Las comunidades apoyan a Sebastián

El Gobierno aprobará en tres meses una ley de distribución de vehículos

El ministro de Industria, Miguel Sebastián, obtuvo ayer un acuerdo firmado de las ocho comunidades autónomas con fábricas de automoción para reconducir el conflicto generado con la enmienda sobre la distribución aprobada en la Ley de Economía Sostenible. Como contrapartida, el Gobierno aprobará antes de tres meses la Ley de Contratos de la Distribución.

Miguel Sebastián comunicó ayer a los consejeros de las comunidades autónomas con los que se reunió en Madrid que la reforma legal del contrato de distribución de los concesionarios ha hecho saltar las alarmas fuera de España. Las multinacionales no comprenden cómo se ha tomado esta decisión sin consensuarla con el sector, según un consejero asistente a la reunión. Sebastián mostró, igualmente, preocupación por la pérdida de imagen que puede suponer esta medida y su efecto sobre futuras inversiones de los fabricantes en suelo español. De hecho, Anfac, la patronal que agrupa a estas empresas, ya amenazó el lunes con "una importante reducción de ventas y producción en las fábricas españolas y en el sector de componentes, como consecuencia de la pérdida de inversiones ante la desconfianza de las casas matrices hacia el marco jurídico español".

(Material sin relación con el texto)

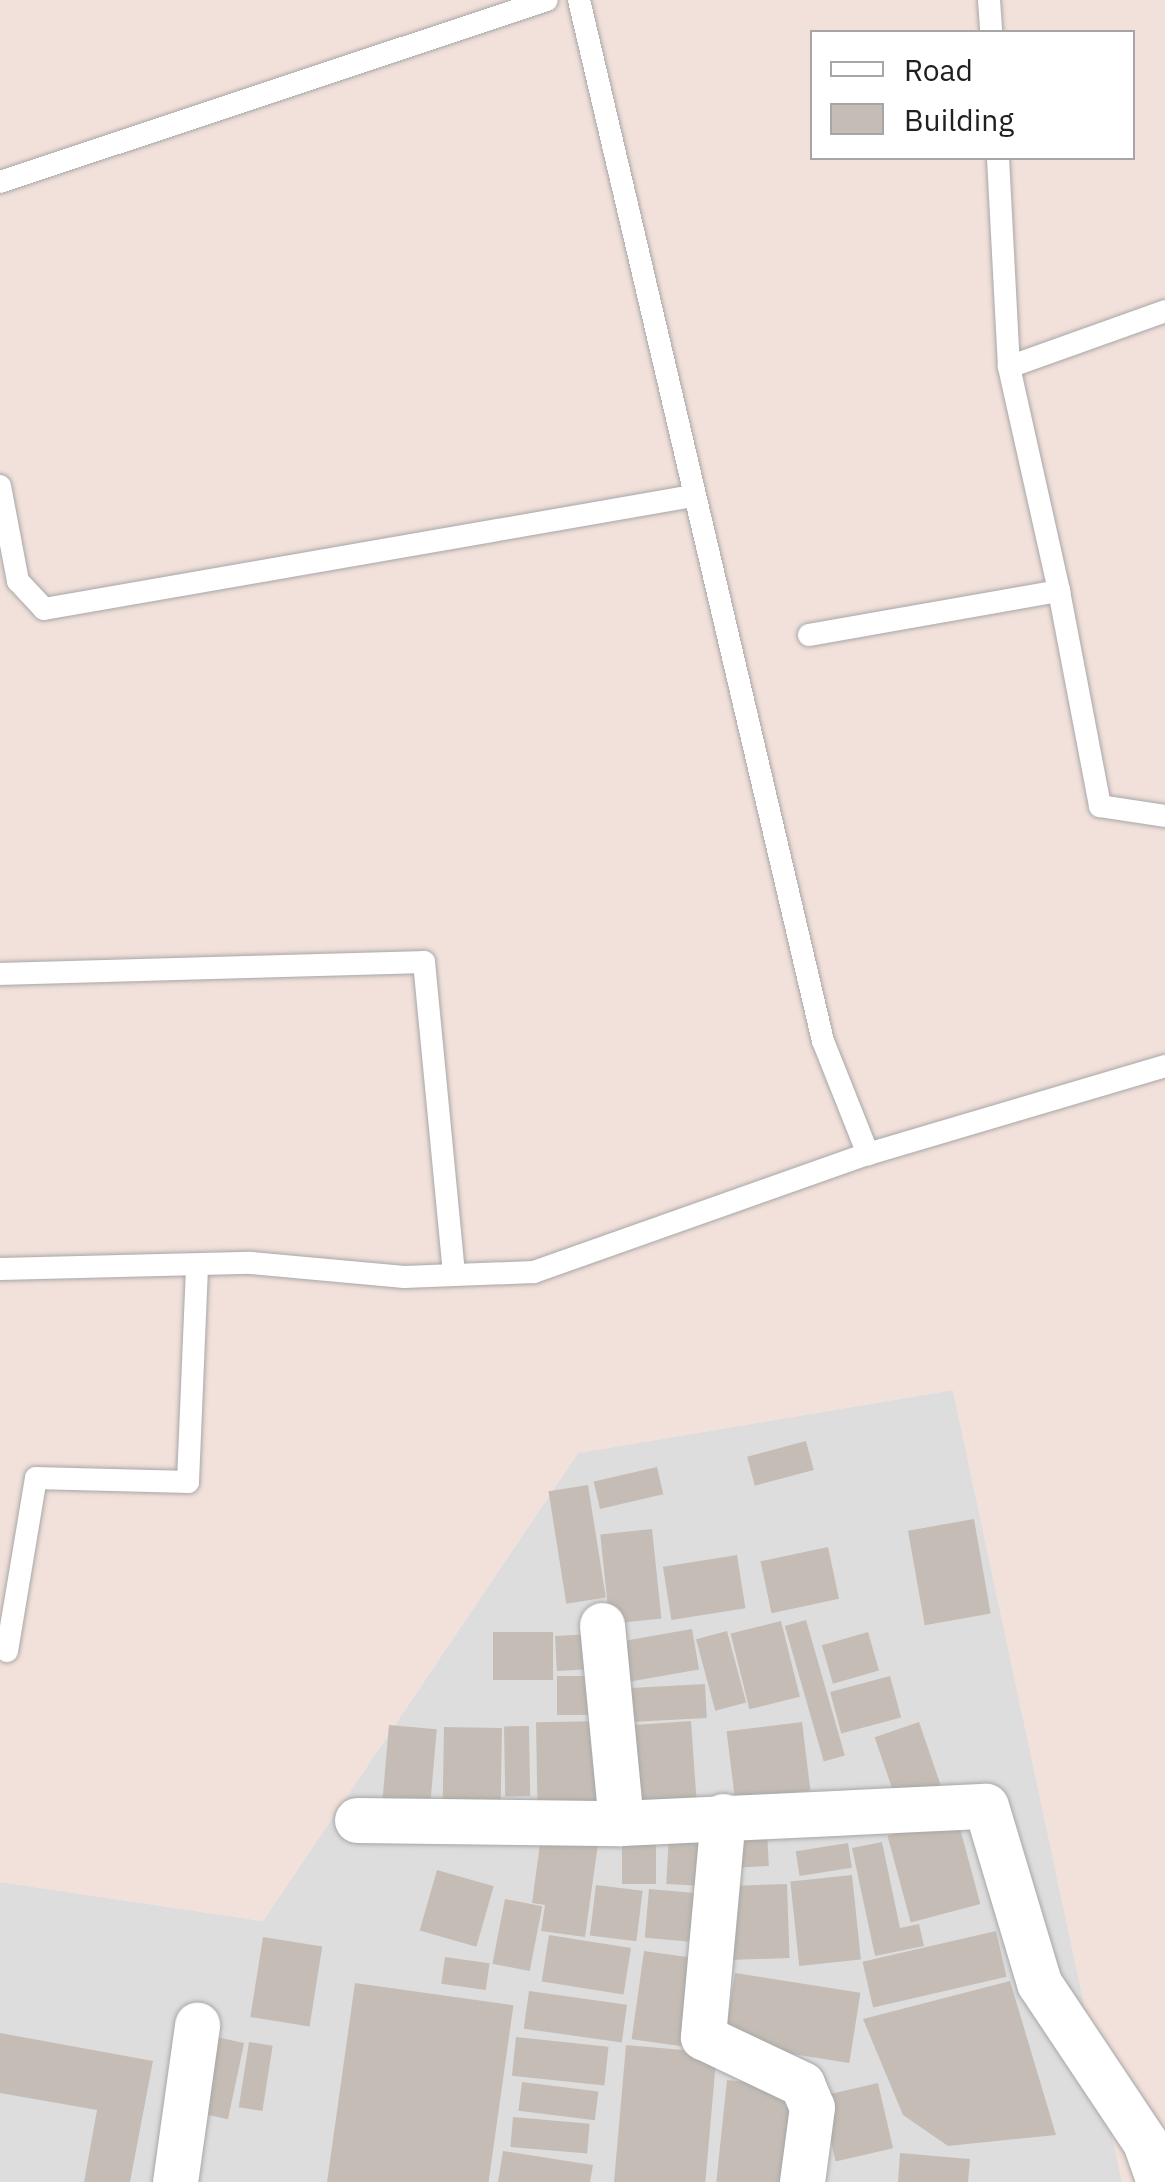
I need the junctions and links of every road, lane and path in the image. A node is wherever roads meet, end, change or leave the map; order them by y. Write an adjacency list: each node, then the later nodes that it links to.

Las ocho comunidades asistentes se comprometieron a dirigirse a las fuerzas parlamentarias para que valoren los efectos de la enmienda y busquen soluciones para equilibrar los intereses de los operadores del sector a la mayor brevedad. El compromiso firmado por los Gobiernos autonómicos cobra relevancia, pues incluye a la Generalitat de Cataluña, gobernada por CiU, y Galicia, Valencia, Madrid y Castilla y León, por el PP, los dos partidos que sacaron adelante la aprobación de la enmienda.

Receso para discutir

Fuentes de la reunión remarcaron que la pretensión era obtener un documento firmado en el que todas las comunidades se sintiesen cómodas, sin dar la impresión que deslegitimaban a sus grupos parlamentarios del Congreso, en clara referencia a catalanes y populares.

El consejero de Economía gallego, Javier Guerra, solicitó un receso para consultar con el resto de comunidades del PP con el fin de decidir si se adherían al acuerdo, lo que se interpreta como la voluntad del principal partido de la oposición de reconducir la situación mediante el diálogo.

El consenso fue posible por el compromiso de Industria de presentar antes de tres meses el anteproyecto de la Ley de Contratos de Distribución y promover su aprobación con la mayor urgencia.

Desde CiU declaran que esta ley debería haberse aprobado hace mucho tiempo, lo que hubiese evitado la enmienda de la discordia. El Gobierno iniciará los contactos con fabricantes y concesionarios hoy mismo para avanzar en la elaboración de la futura ley.

Un pacto de caballeros para no aplicar la enmienda

Las comunidades autónomas y el Ministerio de Industria analizaron fórmulas para neutralizar la enmienda que revoluciona la distribución de vehículos. Cuando entre en vigor, tras su aprobación en el BOE en los próximos días, los concesionarios podrán, entre otras cosas, devolver en 60 días los coches que no hayan solicitado a las marcas. Para paralizar esta nueva ley, se planteó en la reunión la posibilidad de que el Gobierno presentase a las Cortes un nuevo real decreto anulándola, pero se rechazó por entender que suponía un ataque directo contra el legislativo.

Los asistentes optaron por que el ministro Sebastián proponga hoy un pacto de caballeros a fabricantes y concesionarios que deje en suspenso la aplicación, a cambio de negociar a la mayor brevedad la nueva Ley de Contratos de Distribución. Desde Faconauto expresaron a CincoDías su satisfacción por la elaboración del nuevo texto y no descartan un gesto de buena voluntad.